On January 30, 1812, Private Wheeler, serving in the British army in the Peninsular War, writes to his family. Excerpts from the letter follow:
On the 2nd inst. the 7th. Division marched to the mountains of Sierra de Gatta, in the neighbourhood of Ciudad Rodrigo. We were quartered in the village of Pio, this place contains a few miserable dwellings. We were stationed here to prevent the enemy from rendering assistance to the garrison while the siege was going on. Our duty was very severe, it consisting in furnishing piquets in the passes of the mountains, the nearest to Pio being about two leagues.
The country all around was covered with snow. To shelter ourselves from the keen frosty air that continued during our sty in this part, we dug a large hole in the snow; in the centre, we kept a good fire, around which sat the men on duty; our fuel consisted of furze and fern. Of this we had abundance from places where the snow had drifted, but in collecting it we wanted snow pattern, for often we would sink over our heads, into some hole or burrow, when we expected we had firm footing...
... We could hear the roaring of the guns at Rodrigo, and we heartily wished the place reduced; the nigh of the 19th the assault was made and the place carried by storm. This was welcome news to us. A few days after we returned to Penamacor. Here we found our new clothing and a supply of necessaries had arrived; these being issued were were made comparatively comfortable.
To fill up the remainder of this letter for want of something better I shall give you an account of the manner I have slept this winter. In one corner of the room I have, collected a quantity of dry fern, this forms my bed, it being necessary to strip to keep free from vermin. Every night the contents of my haversack is transferred to my knapsack. This forms my pillow, at the same time secures my kit and provisions from midnight marauders.
The haversack is then converted into a nightcap. Being stripped, my legs are thrust into the sleeves of an old watch coat, carefully tied at the cuffs to keep out the cold. The other part of the coat wrapped around my body served for under blanket and sheet. Next my trousers are drawn on my legs over the sleeves of the coat, my red jacket has the distinguished place of covering my seat of honour and lastly my blanket covers all. In this manner I have slept as comfortable as a prince. No idle dreams disturb my rest.
I am in possession of that inestimable treasure, health and a lively flow of spirits. Nothing gives me trouble. I am as well off as my comrades and I am convinced we all are provided for a well the nature of the service will allow.
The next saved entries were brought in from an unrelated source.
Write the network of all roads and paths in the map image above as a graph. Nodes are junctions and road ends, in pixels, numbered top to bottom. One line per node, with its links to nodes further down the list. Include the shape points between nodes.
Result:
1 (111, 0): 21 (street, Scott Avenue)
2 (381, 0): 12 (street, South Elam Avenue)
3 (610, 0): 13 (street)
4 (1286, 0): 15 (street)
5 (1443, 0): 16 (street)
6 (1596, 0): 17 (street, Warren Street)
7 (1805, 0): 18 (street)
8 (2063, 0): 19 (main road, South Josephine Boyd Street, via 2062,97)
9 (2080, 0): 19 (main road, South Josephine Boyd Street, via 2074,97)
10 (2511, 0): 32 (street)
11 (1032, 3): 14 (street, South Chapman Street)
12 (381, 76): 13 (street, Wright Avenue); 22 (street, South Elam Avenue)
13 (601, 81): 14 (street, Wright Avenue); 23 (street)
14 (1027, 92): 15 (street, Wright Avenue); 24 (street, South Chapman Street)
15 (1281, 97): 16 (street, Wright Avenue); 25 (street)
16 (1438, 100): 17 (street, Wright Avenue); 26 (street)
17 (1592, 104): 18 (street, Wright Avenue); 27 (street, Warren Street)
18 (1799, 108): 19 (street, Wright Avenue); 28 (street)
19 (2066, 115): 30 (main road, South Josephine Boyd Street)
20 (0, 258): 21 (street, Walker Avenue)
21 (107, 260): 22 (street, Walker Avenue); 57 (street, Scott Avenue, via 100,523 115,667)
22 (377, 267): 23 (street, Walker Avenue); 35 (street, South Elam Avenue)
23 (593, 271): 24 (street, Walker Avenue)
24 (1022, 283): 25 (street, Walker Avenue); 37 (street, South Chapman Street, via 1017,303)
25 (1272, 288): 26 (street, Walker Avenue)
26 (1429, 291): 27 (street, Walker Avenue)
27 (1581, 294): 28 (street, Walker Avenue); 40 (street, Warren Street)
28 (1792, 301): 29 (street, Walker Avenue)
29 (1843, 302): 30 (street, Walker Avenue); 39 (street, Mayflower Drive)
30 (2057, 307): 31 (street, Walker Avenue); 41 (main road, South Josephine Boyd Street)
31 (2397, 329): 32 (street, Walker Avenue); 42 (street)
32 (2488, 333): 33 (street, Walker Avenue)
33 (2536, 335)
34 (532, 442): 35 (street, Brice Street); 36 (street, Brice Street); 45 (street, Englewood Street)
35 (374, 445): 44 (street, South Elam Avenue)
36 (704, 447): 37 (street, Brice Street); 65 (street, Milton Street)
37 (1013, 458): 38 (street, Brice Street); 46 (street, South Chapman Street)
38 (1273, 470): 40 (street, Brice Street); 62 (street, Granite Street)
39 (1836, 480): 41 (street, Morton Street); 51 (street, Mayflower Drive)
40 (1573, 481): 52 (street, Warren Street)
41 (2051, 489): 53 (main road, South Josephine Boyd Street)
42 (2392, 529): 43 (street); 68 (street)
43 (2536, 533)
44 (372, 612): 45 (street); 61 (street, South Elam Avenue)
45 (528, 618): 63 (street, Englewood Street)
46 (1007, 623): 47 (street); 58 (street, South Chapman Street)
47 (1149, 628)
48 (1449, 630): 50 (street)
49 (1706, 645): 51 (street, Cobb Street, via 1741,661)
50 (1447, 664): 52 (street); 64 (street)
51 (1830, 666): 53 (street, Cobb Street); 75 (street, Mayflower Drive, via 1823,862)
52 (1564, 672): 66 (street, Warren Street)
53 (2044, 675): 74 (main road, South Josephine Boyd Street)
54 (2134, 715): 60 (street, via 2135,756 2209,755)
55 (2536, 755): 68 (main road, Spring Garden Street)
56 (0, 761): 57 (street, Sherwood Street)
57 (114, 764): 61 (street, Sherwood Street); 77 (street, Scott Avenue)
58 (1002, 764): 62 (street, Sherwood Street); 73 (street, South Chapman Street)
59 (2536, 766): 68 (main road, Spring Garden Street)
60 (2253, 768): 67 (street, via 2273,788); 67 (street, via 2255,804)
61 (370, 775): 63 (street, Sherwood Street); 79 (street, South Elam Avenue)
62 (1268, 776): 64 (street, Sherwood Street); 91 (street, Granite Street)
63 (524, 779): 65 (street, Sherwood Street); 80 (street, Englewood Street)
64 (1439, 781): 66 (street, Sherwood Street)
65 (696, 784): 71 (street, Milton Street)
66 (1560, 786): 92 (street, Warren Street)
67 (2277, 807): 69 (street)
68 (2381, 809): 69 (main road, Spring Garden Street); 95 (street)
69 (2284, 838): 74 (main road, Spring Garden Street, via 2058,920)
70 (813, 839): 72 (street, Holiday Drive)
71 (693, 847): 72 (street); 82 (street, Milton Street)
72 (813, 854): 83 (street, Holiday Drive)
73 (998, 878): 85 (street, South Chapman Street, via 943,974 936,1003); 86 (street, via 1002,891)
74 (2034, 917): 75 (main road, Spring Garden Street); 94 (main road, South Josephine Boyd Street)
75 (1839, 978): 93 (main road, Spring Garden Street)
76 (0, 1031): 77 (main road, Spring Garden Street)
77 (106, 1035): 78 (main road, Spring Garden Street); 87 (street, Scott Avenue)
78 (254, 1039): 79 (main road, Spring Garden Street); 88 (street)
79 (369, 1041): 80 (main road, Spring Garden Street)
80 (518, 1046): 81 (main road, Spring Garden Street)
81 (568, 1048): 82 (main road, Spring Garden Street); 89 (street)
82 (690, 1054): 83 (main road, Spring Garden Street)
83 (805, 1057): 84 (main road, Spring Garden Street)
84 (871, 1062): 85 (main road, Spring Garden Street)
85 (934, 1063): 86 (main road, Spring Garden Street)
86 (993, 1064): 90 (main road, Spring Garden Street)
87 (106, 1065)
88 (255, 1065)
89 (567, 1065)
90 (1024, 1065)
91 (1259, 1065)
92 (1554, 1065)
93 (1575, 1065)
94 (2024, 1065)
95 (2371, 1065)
Since our return to Penamacor we have been employed in assisting the battering train from Saba Gal to Castala Branco. I understand the train is on the road to Elvas. If so Badajoz is the next place to be reduced. We expect to march soon. Probably my next will be from that place. It is time we moved from this place for we have nearly glutted the houses, of all wood we could rip for fuel. I am getting tired of this dreary abode. The sooner the campaign opens the better. It is true we shall have to encounter great dangers and fatigues. What of that, it is the very life and soul of a soldier to keep moving. If we do suffer privations, at times, we have some sunshiny days, and dame fortune often leads us out of difficulty and puts us into possession of all the luxuries of life.